Our leadership at a national level will therefore be far more reflective of ordinary working-class people than any of the major parties – Labour with its Oxford-educated leader, the Conservatives with their Eton boys-club stitch-up, and private Westminster-schooled Clegg of the Liberal

Democrats.

Encouragingly, the current frontrunners for leader – Peter Cranie and Romayne Phoenix – can both be said to have struggled and to have experienced the hardships many now are now facing. Cranie, brought up on a Scottish council estate and a trade unionist in an area of the public sector very much under attack by this government – education – knows what millions are going through and it’s clear his politics reflect that. Equally Romayne, a single parent on a low-income and a daughter of immigrants can, despite what some have said, quite truthfully say she is ‘working-class’.

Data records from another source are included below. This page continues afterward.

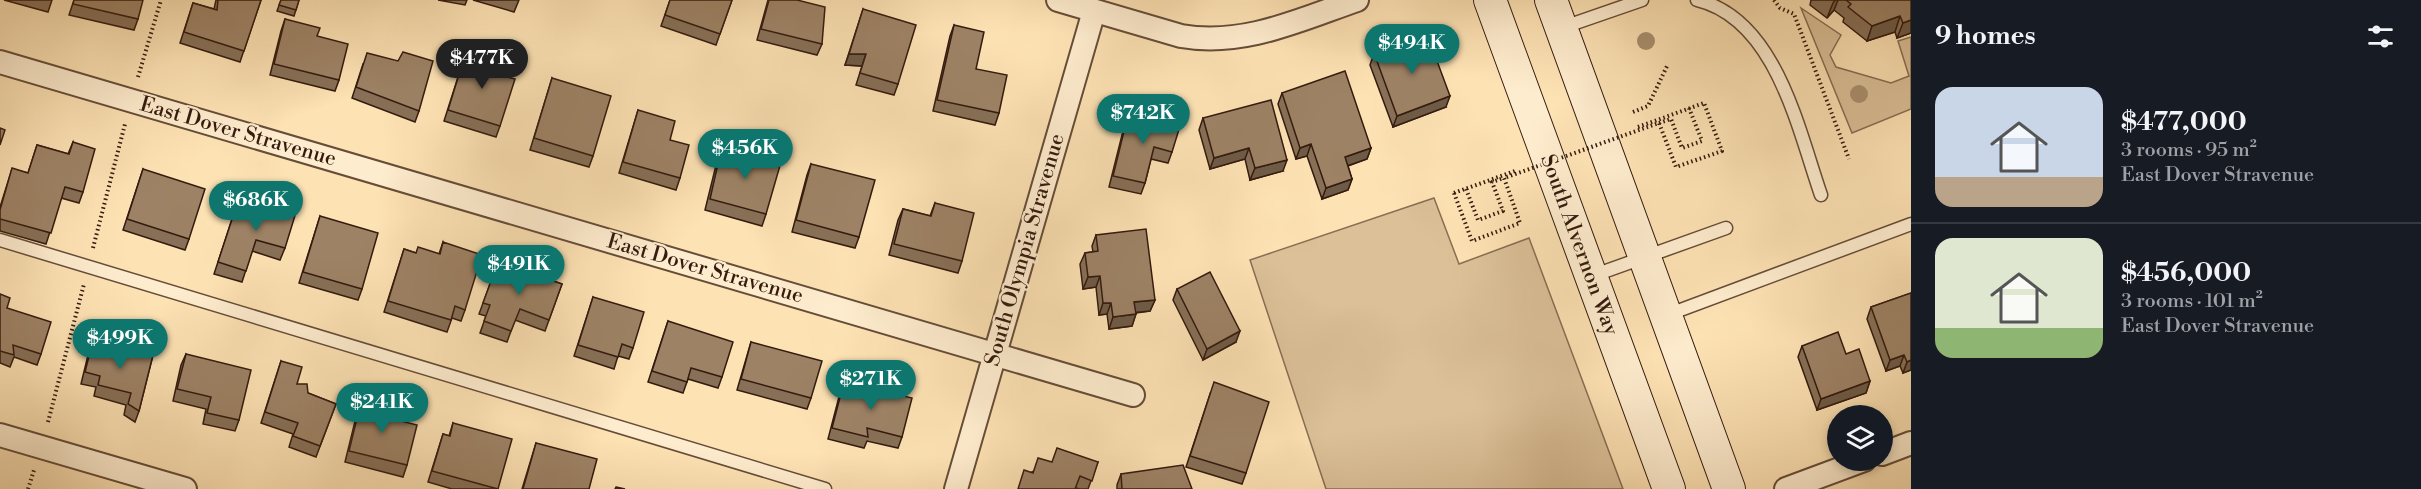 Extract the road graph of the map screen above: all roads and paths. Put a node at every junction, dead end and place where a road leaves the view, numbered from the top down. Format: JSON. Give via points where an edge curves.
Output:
{"nodes":[{"id":1,"x":161,"y":0,"type":"edge"},
{"id":2,"x":1058,"y":0,"type":"edge"},
{"id":3,"x":1357,"y":0,"type":"edge"},
{"id":4,"x":1490,"y":0,"type":"edge"},
{"id":5,"x":1642,"y":0,"type":"edge"},
{"id":6,"x":1697,"y":0,"type":"edge"},
{"id":7,"x":1774,"y":0,"type":"edge"},
{"id":8,"x":1094,"y":11,"type":"junction"},
{"id":9,"x":1556,"y":14,"type":"edge"},
{"id":10,"x":0,"y":62,"type":"edge"},
{"id":11,"x":1668,"y":64,"type":"dead end"},
{"id":12,"x":131,"y":100,"type":"junction"},
{"id":13,"x":1689,"y":108,"type":"junction"},
{"id":14,"x":1633,"y":112,"type":"dead end"},
{"id":15,"x":1659,"y":123,"type":"junction"},
{"id":16,"x":1638,"y":127,"type":"dead end"},
{"id":17,"x":1849,"y":159,"type":"dead end"},
{"id":18,"x":1515,"y":171,"type":"dead end"},
{"id":19,"x":1504,"y":178,"type":"junction"},
{"id":20,"x":1466,"y":189,"type":"junction"},
{"id":21,"x":1821,"y":195,"type":"dead end"},
{"id":22,"x":1911,"y":224,"type":"edge"},
{"id":23,"x":1726,"y":228,"type":"dead end"},
{"id":24,"x":0,"y":240,"type":"edge"},
{"id":25,"x":1644,"y":257,"type":"junction"},
{"id":26,"x":88,"y":267,"type":"junction"},
{"id":27,"x":1590,"y":276,"type":"junction"},
{"id":28,"x":1666,"y":315,"type":"junction"},
{"id":29,"x":995,"y":354,"type":"junction"},
{"id":30,"x":1133,"y":395,"type":"dead end"},
{"id":31,"x":0,"y":435,"type":"edge"},
{"id":32,"x":1911,"y":443,"type":"edge"},
{"id":33,"x":42,"y":447,"type":"junction"},
{"id":34,"x":1893,"y":450,"type":"edge"},
{"id":35,"x":1834,"y":471,"type":"edge"},
{"id":36,"x":28,"y":489,"type":"edge"},
{"id":37,"x":185,"y":489,"type":"edge"},
{"id":38,"x":825,"y":489,"type":"edge"},
{"id":39,"x":956,"y":489,"type":"edge"},
{"id":40,"x":1669,"y":489,"type":"edge"},
{"id":41,"x":1729,"y":489,"type":"edge"},
{"id":42,"x":1786,"y":489,"type":"edge"}],
"edges":[{"from":1,"to":12,"type":"path"},
{"from":2,"to":8,"type":"street"},
{"from":3,"to":8,"type":"street","via":[[1272,30],[1225,39],[1181,36]]},
{"from":4,"to":27,"type":"main road","name":"South Alvernon Way"},
{"from":5,"to":9,"type":"lane"},
{"from":6,"to":21,"type":"lane","via":[[1737,21],[1768,56],[1782,83]]},
{"from":7,"to":17,"type":"path","via":[[1780,8],[1794,14]]},
{"from":8,"to":29,"type":"street","name":"South Olympia Stravenue"},
{"from":9,"to":25,"type":"main road"},
{"from":10,"to":12,"type":"street","name":"East Dover Stravenue"},
{"from":11,"to":14,"type":"path","via":[[1648,106]]},
{"from":12,"to":26,"type":"path"},
{"from":12,"to":29,"type":"street","name":"East Dover Stravenue"},
{"from":13,"to":15,"type":"path","via":[[1702,141],[1682,148],[1671,119]]},
{"from":13,"to":15,"type":"path","bridge":true,"via":[[1704,103],[1722,151],[1676,168]]},
{"from":13,"to":16,"type":"path"},
{"from":15,"to":19,"type":"path","bridge":true},
{"from":18,"to":20,"type":"path"},
{"from":19,"to":20,"type":"path","via":[[1492,183],[1503,211],[1478,220]]},
{"from":19,"to":20,"type":"path","bridge":true,"via":[[1520,223],[1472,241],[1454,193]]},
{"from":22,"to":28,"type":"lane"},
{"from":23,"to":25,"type":"lane"},
{"from":24,"to":26,"type":"lane"},
{"from":25,"to":27,"type":"lane"},
{"from":25,"to":28,"type":"main road"},
{"from":26,"to":33,"type":"path"},
{"from":26,"to":38,"type":"lane"},
{"from":27,"to":40,"type":"main road","name":"South Alvernon Way"},
{"from":28,"to":41,"type":"main road"},
{"from":29,"to":30,"type":"street","name":"East Dover Stravenue"},
{"from":29,"to":39,"type":"street","name":"South Olympia Stravenue"},
{"from":31,"to":33,"type":"street"},
{"from":32,"to":34,"type":"street"},
{"from":33,"to":36,"type":"path"},
{"from":33,"to":37,"type":"street"},
{"from":35,"to":42,"type":"street"}]} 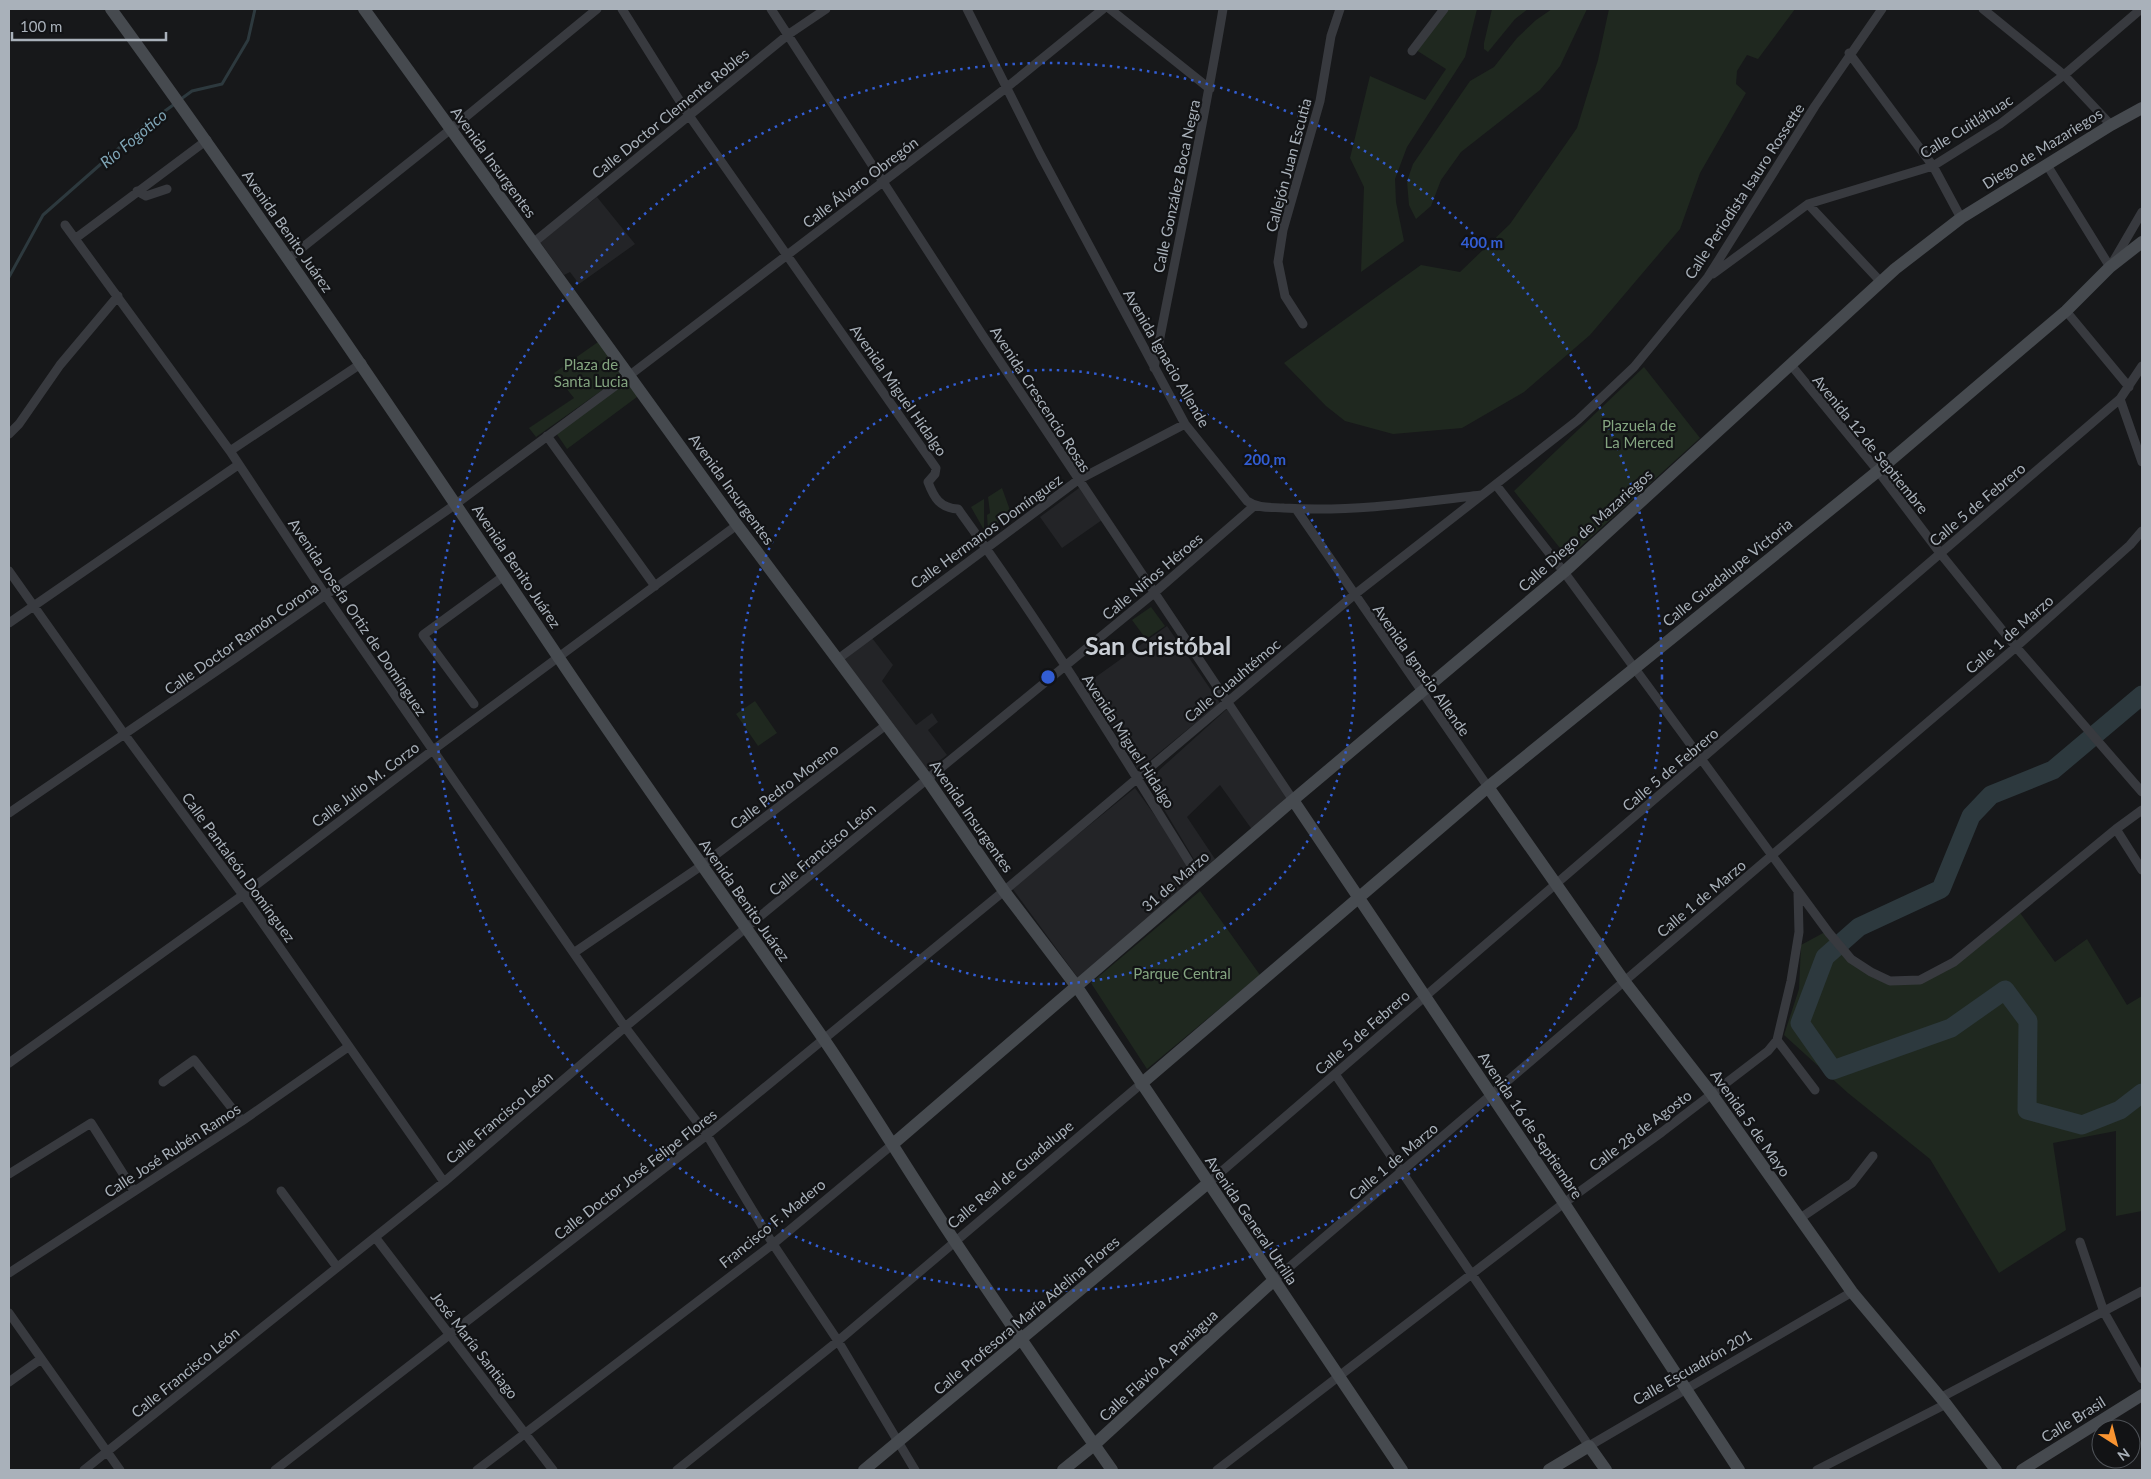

While the major front-runner may not yet be clear in the deputy leadership race because of gender-balance rules (if Peter won, the deputy would have to be female, if Romayne won, male), Alex Phillips seems a likely victor were Cranie to be elected. Phillips, brought up in a Labour-voting Liverpool household and who has worked on the minimum wage, would do a lot to shift the perception of the party away from being seen as ‘middle-class’ – a pressing task which I believe is on a par with making our anti-austerity policies clear: if we do not fix the popular disconnect from politics (reflected in declining turnouts, party memberships and rising distrust), only middle-class people will be left voting anyway. Were Romayne to win, her deputy, as they are running on the same ticket, would almost certainly be Will Duckworth – the first Green councillor in the West Midlands who represents a deprived ward. Like Romayne, he too identifies as working-class.

Aside from the encouragingly representative and diverse nature of the candidates in this leadership race, another thing has been extremely encouraging – all recognised the importance of the party and wider politics being more reflective of working-class people – the cleaners, super-market shelf-stackers, call-centre workers and fast-food sellers of an increasingly deindustrialised Britain – all of whom lack a political voice in an officially 4% working-class Parliament and a Labour Party unwilling to stand up to the austerity consensus.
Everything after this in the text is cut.